I recently updated my mugshot, the picture the Toronto Star uses on my blog and occasionally in the paper.

A few generous readers complimented me on the photo.

I'll say this for it ... it's a more accurate image. Until the change, my mug was as photographed in 2004.

A lot has happened since then.

The most consequential to my face, and the fat on it, was quitting smoking, and the compulsive McDonald's eating and beer drinking that occupied most of my nights.

I was not interested in seeing my jawline softening. And I was pretty sure I was growing a little pouch under my chin. Happy not to measure that kind of development daily in the mirror, I kept a beard for most of the year since I quit.

It's a coarse, red-in-patches beard that at one point a few weeks ago was so long I could not avoid chewing on moustache hairs when biting into a sandwich. It was so long that when I was in Morocco last month for a friend's wedding, the local Berbers called me Ali Baba.

But my wife could only tolerate the ratty pelt for so long.

I shaved it off a few weeks ago, and what I saw in the mirror was as feared. 

So when I was told to do a new mugshot for the Star, I beamed a higher-than-normal-wattage smile in an effort to pull my slack face skin as tight as possible. And I pushed my chin out and down to hide the pouch.

I may have to start smoking again so I can tone up.

03/30/2009

Main Street

I just finished a disgusting meal from one of those "Italian" pizza/pasta chain restaurants.

I am 400 km northeast of Toronto and the eatery options in this small town are limited. Such is usually the case when my work takes me on the road.

The service was prompt and polite, but that was no cause for me to order the poutine as a starter. I should have had a salad. Still, last time I checked, poutine was not typically the consistency of soup. And I should have known better than to think there is a chef north of York Region capable of making a "7 cheese ravioli." But I ordered it as my main course anyway.

It tasted like a dirty sock, and the garlic bread looked like the sole of a flip-flop.

After, I should have hit the gym adjacent to the hotel, to try and right the pungent, fatty wrong.

But it turns out small-town gyms are like small-town Italian restaurants.

Taped to the front door was a sign telling hotel guests they can use the facility only after signing a waiver. Not a great way to put a potential exerciser at ease ... Yes, you may enter, but if you lose a foot while using the wonky elliptical it's not our fault.

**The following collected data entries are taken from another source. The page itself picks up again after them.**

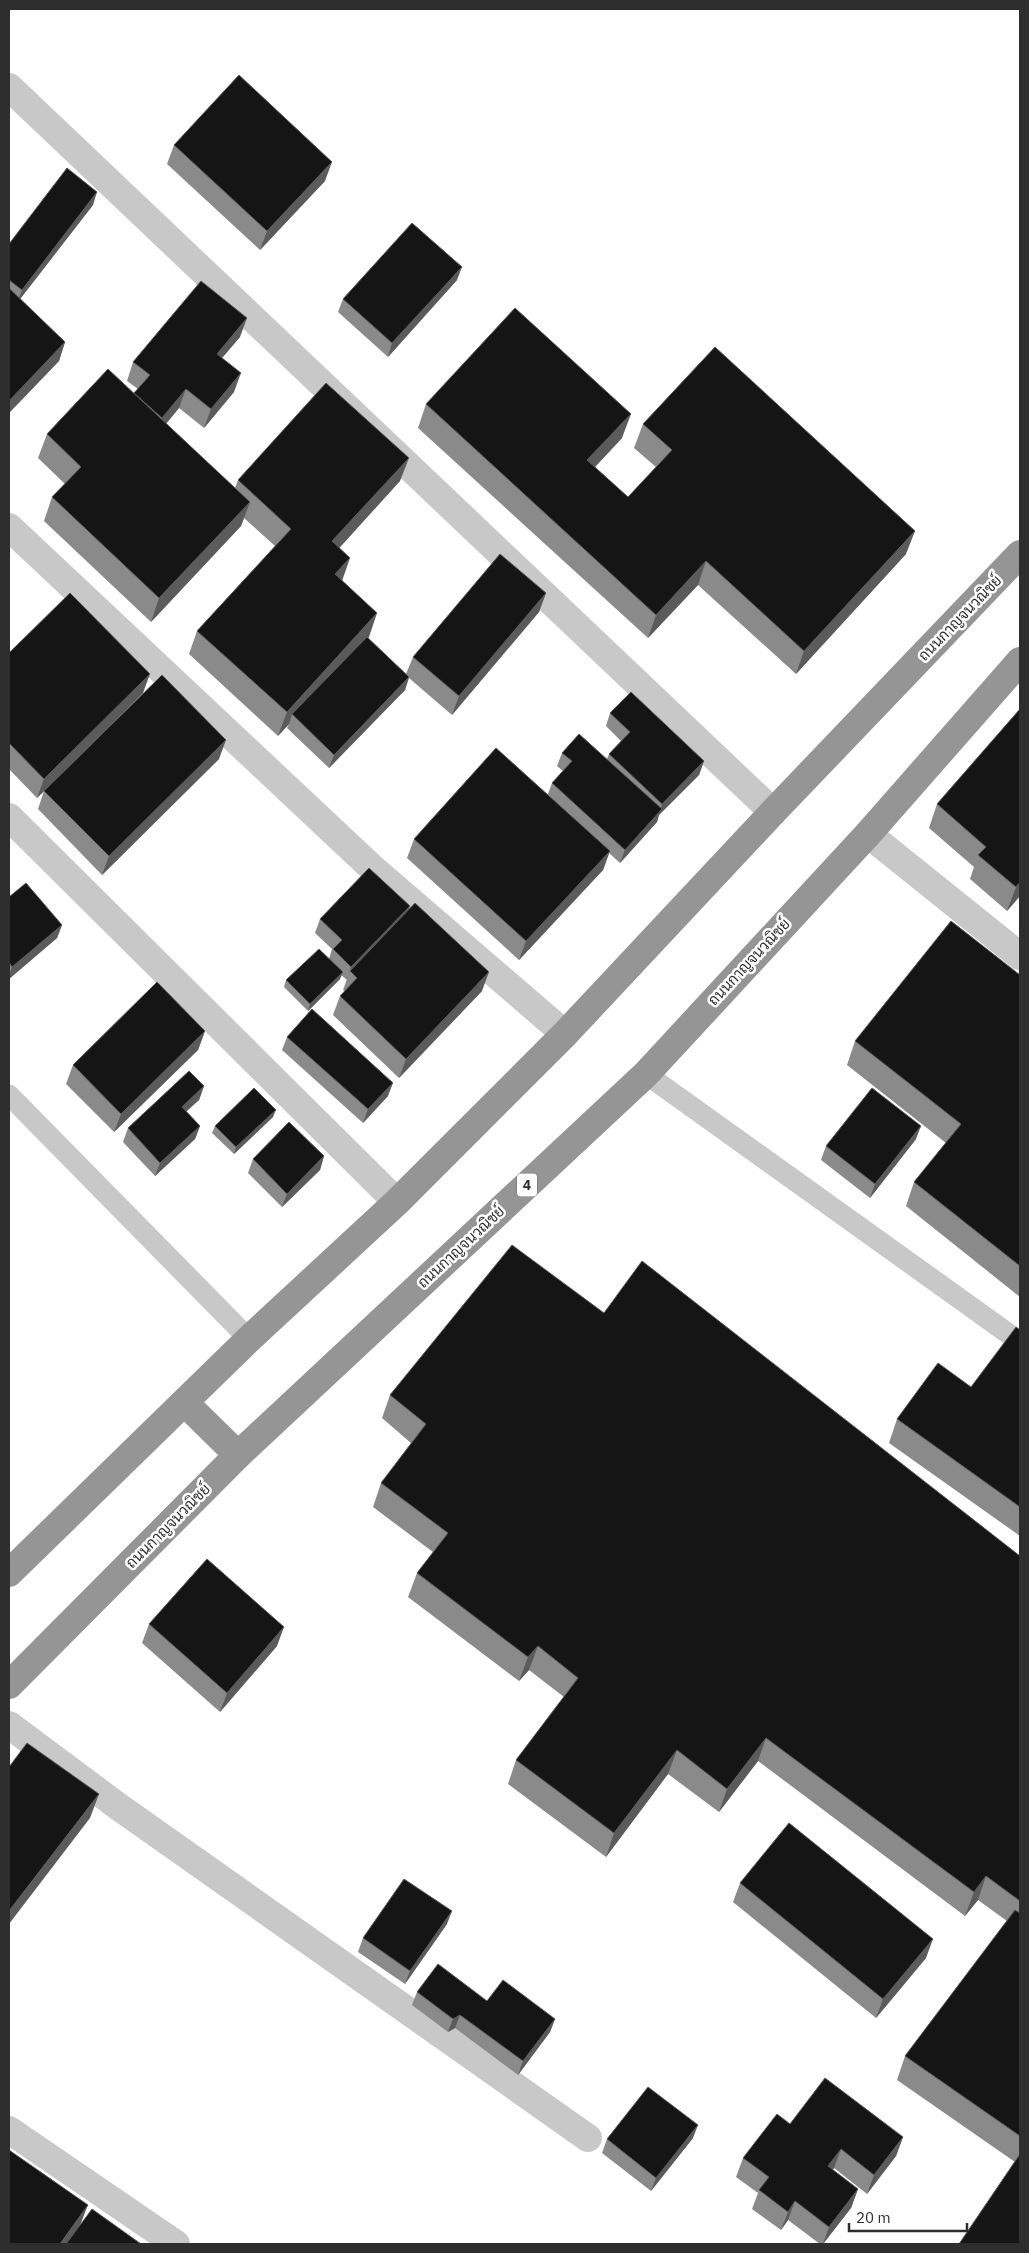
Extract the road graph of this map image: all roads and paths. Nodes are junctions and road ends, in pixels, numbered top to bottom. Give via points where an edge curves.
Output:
1 (9, 88) edge
2 (9, 527) edge
3 (1020, 554) edge
4 (1020, 661) edge
5 (773, 812) junction
6 (9, 817) edge
7 (868, 834) junction
8 (1020, 956) edge
9 (565, 1034) junction
10 (646, 1074) junction
11 (9, 1095) edge
12 (397, 1202) junction
13 (249, 1339) junction
14 (1020, 1342) edge
15 (185, 1403) junction
16 (238, 1455) junction
17 (9, 1573) edge
18 (9, 1685) edge
19 (9, 1725) edge
20 (9, 2130) edge
21 (588, 2138) dead end
22 (176, 2244) edge

1 - 5 street
2 - 9 street via 370,866
3 - 5 highway, ถนนกาญจนวณิชย์
4 - 7 highway, ถนนกาญจนวณิชย์ / 4
5 - 9 highway, ถนนกาญจนวณิชย์
6 - 12 street
7 - 8 street
7 - 10 highway, ถนนกาญจนวณิชย์ / 4
9 - 12 highway, ถนนกาญจนวณิชย์
10 - 14 lane
10 - 16 highway, ถนนกาญจนวณิชย์ / 4
11 - 13 lane
12 - 13 highway, ถนนกาญจนวณิชย์
13 - 15 highway, ถนนกาญจนวณิชย์
15 - 16 highway
15 - 17 highway, ถนนกาญจนวณิชย์
16 - 18 highway, ถนนกาญจนวณิชย์ / 4
19 - 21 street via 119,1807
20 - 22 street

I walked in to find half the gym occupied by a throng of out-of-breath middle-aged women trying to keep up with a spastic aerobics instructor. Their clothes soaked with sweat, the ladies flailed their limbs off the beat of the tinny techno playing from what could only have been a Casio boombox. So close were they to complete coordination failure, I thought the odds were good one of them would tumble into the exercise machines.

Continuing my walkabout, I noticed a troublingly high number of spray bottles for cleaning sweat off equipment.

Now convinced the local drinking water was causing a hyperhidrosis epidemic, I fled to the nearest exit, and saw eight framed pictures on the wall. Every image depicted the same gang of middle-aged aerobics women in action, but in each the women were dressed in a different costume. Hockey jerseys. Lumberjackets. Togas. Mother of God.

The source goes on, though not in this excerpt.